:: TRY IT ::
Copy each line of the data below with the word "char".

Entries taken from a collection:
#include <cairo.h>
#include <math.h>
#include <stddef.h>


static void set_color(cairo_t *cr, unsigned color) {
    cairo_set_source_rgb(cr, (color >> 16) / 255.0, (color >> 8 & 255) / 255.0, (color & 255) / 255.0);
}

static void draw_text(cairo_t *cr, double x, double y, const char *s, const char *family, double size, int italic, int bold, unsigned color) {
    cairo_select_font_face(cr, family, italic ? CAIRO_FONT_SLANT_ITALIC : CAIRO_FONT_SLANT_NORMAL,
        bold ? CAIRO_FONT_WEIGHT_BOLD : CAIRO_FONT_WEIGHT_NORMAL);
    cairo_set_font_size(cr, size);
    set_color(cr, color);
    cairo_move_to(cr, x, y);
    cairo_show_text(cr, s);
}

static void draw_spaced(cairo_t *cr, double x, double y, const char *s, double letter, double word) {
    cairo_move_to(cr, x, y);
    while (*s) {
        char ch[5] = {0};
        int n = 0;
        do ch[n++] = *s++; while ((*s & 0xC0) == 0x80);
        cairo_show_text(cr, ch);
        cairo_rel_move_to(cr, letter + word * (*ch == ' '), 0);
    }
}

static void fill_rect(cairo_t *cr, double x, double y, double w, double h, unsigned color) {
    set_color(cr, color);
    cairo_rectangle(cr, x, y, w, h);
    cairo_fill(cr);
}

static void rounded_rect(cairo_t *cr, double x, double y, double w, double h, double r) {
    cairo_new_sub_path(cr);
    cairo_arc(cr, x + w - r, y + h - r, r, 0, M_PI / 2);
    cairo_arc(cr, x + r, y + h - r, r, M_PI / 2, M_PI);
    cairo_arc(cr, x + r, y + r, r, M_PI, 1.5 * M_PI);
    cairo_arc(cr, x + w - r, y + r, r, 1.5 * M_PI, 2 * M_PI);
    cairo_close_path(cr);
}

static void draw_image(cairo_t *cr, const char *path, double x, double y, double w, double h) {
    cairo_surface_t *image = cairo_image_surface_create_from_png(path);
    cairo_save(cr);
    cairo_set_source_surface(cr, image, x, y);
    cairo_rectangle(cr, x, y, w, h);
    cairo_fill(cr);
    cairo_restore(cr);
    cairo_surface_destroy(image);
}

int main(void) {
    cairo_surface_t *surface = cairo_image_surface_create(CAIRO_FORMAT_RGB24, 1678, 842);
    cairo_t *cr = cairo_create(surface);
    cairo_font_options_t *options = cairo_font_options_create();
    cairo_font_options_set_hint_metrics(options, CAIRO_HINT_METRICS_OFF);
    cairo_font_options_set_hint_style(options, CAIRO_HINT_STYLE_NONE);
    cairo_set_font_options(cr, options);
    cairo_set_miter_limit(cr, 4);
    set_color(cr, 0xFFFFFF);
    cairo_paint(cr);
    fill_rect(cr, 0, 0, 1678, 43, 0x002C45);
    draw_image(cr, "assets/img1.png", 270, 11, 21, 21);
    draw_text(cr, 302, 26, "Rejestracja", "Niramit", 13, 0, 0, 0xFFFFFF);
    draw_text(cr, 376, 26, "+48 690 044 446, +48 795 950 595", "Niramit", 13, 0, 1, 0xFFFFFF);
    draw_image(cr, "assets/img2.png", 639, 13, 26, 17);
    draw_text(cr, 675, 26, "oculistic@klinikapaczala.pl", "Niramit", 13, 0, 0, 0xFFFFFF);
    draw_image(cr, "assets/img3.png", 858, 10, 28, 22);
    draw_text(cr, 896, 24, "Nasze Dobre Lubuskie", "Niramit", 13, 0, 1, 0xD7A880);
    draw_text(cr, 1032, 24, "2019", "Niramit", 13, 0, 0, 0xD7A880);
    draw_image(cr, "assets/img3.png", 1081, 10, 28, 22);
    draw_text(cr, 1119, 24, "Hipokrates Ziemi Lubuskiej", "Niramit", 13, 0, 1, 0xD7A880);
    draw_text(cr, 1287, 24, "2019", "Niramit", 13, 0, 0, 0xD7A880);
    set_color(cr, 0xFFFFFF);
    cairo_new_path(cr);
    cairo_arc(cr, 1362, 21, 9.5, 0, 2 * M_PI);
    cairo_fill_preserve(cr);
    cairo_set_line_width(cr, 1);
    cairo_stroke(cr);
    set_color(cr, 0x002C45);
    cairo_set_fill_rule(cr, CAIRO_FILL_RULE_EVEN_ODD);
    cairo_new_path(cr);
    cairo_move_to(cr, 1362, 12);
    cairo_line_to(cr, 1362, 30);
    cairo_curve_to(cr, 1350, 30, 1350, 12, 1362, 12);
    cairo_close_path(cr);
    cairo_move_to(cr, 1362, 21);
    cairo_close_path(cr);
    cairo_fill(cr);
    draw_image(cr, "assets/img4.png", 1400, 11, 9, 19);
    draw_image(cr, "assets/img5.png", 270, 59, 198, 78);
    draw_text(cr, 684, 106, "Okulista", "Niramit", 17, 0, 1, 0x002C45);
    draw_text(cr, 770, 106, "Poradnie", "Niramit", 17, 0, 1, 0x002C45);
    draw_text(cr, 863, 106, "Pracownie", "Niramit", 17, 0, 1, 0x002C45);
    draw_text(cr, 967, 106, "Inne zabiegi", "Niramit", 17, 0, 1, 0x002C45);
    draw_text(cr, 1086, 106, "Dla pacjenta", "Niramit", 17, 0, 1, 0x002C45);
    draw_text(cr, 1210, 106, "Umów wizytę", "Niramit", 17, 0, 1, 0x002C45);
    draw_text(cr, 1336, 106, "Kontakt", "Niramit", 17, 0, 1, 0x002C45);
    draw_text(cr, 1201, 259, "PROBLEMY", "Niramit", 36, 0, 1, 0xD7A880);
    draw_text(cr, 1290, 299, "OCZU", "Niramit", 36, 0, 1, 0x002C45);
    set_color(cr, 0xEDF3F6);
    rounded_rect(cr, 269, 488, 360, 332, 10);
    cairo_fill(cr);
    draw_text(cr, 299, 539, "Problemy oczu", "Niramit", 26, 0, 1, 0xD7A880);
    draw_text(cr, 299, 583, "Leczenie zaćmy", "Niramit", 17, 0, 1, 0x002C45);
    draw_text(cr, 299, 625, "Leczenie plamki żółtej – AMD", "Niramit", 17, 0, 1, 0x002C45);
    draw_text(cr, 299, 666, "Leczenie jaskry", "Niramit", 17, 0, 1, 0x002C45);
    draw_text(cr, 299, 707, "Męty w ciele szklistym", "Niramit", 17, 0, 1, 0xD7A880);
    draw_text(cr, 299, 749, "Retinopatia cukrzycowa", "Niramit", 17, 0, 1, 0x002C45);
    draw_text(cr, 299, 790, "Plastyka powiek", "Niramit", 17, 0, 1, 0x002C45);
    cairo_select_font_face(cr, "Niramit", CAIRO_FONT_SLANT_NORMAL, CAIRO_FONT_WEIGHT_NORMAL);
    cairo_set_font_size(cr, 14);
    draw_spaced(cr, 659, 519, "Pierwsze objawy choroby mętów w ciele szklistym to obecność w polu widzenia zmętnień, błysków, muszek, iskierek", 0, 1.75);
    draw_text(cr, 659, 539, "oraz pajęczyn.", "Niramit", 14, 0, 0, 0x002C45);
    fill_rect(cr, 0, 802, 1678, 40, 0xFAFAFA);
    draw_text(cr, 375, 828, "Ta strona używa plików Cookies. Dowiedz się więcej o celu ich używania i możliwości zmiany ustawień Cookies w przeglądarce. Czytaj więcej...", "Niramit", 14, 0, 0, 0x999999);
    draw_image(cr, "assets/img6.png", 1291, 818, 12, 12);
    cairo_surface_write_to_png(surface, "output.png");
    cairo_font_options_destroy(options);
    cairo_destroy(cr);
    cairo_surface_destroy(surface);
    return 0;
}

:: ANSWER TO THIS EXERCISE ::
static void draw_text(cairo_t *cr, double x, double y, const char *s, const char *family, double size, int italic, int bold, unsigned color) {
static void draw_spaced(cairo_t *cr, double x, double y, const char *s, double letter, double word) {
        char ch[5] = {0};
static void draw_image(cairo_t *cr, const char *path, double x, double y, double w, double h) {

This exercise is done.